→ Task prompt
Return a word-for-word copy of the complete listing below.

→ Data for the task
══════════════════════════════

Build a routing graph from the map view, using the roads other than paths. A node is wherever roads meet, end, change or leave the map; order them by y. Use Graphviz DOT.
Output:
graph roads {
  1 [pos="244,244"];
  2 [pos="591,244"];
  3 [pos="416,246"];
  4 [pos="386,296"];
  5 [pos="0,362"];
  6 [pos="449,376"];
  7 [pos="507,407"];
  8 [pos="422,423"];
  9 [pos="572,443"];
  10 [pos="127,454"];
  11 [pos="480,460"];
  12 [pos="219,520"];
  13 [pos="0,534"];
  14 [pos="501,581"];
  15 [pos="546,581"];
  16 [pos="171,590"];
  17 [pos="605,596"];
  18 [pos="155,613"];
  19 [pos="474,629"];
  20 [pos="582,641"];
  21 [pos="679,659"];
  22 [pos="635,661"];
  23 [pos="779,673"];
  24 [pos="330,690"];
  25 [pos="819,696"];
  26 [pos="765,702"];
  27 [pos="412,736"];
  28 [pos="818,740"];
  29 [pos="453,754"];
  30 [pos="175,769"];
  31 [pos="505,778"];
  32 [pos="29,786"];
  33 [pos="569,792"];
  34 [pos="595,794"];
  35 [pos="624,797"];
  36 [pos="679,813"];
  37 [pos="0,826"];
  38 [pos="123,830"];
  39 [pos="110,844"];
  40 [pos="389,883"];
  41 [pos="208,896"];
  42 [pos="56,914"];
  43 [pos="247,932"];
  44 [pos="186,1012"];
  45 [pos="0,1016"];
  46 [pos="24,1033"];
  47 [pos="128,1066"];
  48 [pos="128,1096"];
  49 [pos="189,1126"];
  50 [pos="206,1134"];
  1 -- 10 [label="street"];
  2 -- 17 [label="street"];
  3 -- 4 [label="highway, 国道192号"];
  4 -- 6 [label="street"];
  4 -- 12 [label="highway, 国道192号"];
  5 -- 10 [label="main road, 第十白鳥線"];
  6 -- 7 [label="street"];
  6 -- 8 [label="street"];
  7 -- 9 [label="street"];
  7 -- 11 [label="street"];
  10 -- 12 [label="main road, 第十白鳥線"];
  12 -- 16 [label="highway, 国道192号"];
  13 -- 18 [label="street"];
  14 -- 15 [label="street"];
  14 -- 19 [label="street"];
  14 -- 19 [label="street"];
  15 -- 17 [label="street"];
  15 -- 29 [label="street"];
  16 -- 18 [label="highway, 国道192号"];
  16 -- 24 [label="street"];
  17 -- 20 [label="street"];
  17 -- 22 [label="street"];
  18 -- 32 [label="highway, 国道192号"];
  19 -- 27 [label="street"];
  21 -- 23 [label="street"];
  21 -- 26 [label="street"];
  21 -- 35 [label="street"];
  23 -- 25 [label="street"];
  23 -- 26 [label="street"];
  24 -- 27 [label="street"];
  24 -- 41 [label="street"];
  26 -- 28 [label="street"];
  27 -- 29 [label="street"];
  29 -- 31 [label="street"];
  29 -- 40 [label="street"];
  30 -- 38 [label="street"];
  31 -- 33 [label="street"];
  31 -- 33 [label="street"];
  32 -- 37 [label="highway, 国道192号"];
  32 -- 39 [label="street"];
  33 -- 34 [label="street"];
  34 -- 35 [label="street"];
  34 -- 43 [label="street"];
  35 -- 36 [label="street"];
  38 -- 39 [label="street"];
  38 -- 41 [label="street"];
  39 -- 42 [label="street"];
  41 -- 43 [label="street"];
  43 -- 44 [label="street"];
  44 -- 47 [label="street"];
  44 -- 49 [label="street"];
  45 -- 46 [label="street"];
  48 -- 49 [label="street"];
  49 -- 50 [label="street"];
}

══════════════════════════════

→ Solution to this exercise
Build a routing graph from the map view, using the roads other than paths. A node is wherever roads meet, end, change or leave the map; order them by y. Use Graphviz DOT.
Output:
graph roads {
  1 [pos="244,244"];
  2 [pos="591,244"];
  3 [pos="416,246"];
  4 [pos="386,296"];
  5 [pos="0,362"];
  6 [pos="449,376"];
  7 [pos="507,407"];
  8 [pos="422,423"];
  9 [pos="572,443"];
  10 [pos="127,454"];
  11 [pos="480,460"];
  12 [pos="219,520"];
  13 [pos="0,534"];
  14 [pos="501,581"];
  15 [pos="546,581"];
  16 [pos="171,590"];
  17 [pos="605,596"];
  18 [pos="155,613"];
  19 [pos="474,629"];
  20 [pos="582,641"];
  21 [pos="679,659"];
  22 [pos="635,661"];
  23 [pos="779,673"];
  24 [pos="330,690"];
  25 [pos="819,696"];
  26 [pos="765,702"];
  27 [pos="412,736"];
  28 [pos="818,740"];
  29 [pos="453,754"];
  30 [pos="175,769"];
  31 [pos="505,778"];
  32 [pos="29,786"];
  33 [pos="569,792"];
  34 [pos="595,794"];
  35 [pos="624,797"];
  36 [pos="679,813"];
  37 [pos="0,826"];
  38 [pos="123,830"];
  39 [pos="110,844"];
  40 [pos="389,883"];
  41 [pos="208,896"];
  42 [pos="56,914"];
  43 [pos="247,932"];
  44 [pos="186,1012"];
  45 [pos="0,1016"];
  46 [pos="24,1033"];
  47 [pos="128,1066"];
  48 [pos="128,1096"];
  49 [pos="189,1126"];
  50 [pos="206,1134"];
  1 -- 10 [label="street"];
  2 -- 17 [label="street"];
  3 -- 4 [label="highway, 国道192号"];
  4 -- 6 [label="street"];
  4 -- 12 [label="highway, 国道192号"];
  5 -- 10 [label="main road, 第十白鳥線"];
  6 -- 7 [label="street"];
  6 -- 8 [label="street"];
  7 -- 9 [label="street"];
  7 -- 11 [label="street"];
  10 -- 12 [label="main road, 第十白鳥線"];
  12 -- 16 [label="highway, 国道192号"];
  13 -- 18 [label="street"];
  14 -- 15 [label="street"];
  14 -- 19 [label="street"];
  14 -- 19 [label="street"];
  15 -- 17 [label="street"];
  15 -- 29 [label="street"];
  16 -- 18 [label="highway, 国道192号"];
  16 -- 24 [label="street"];
  17 -- 20 [label="street"];
  17 -- 22 [label="street"];
  18 -- 32 [label="highway, 国道192号"];
  19 -- 27 [label="street"];
  21 -- 23 [label="street"];
  21 -- 26 [label="street"];
  21 -- 35 [label="street"];
  23 -- 25 [label="street"];
  23 -- 26 [label="street"];
  24 -- 27 [label="street"];
  24 -- 41 [label="street"];
  26 -- 28 [label="street"];
  27 -- 29 [label="street"];
  29 -- 31 [label="street"];
  29 -- 40 [label="street"];
  30 -- 38 [label="street"];
  31 -- 33 [label="street"];
  31 -- 33 [label="street"];
  32 -- 37 [label="highway, 国道192号"];
  32 -- 39 [label="street"];
  33 -- 34 [label="street"];
  34 -- 35 [label="street"];
  34 -- 43 [label="street"];
  35 -- 36 [label="street"];
  38 -- 39 [label="street"];
  38 -- 41 [label="street"];
  39 -- 42 [label="street"];
  41 -- 43 [label="street"];
  43 -- 44 [label="street"];
  44 -- 47 [label="street"];
  44 -- 49 [label="street"];
  45 -- 46 [label="street"];
  48 -- 49 [label="street"];
  49 -- 50 [label="street"];
}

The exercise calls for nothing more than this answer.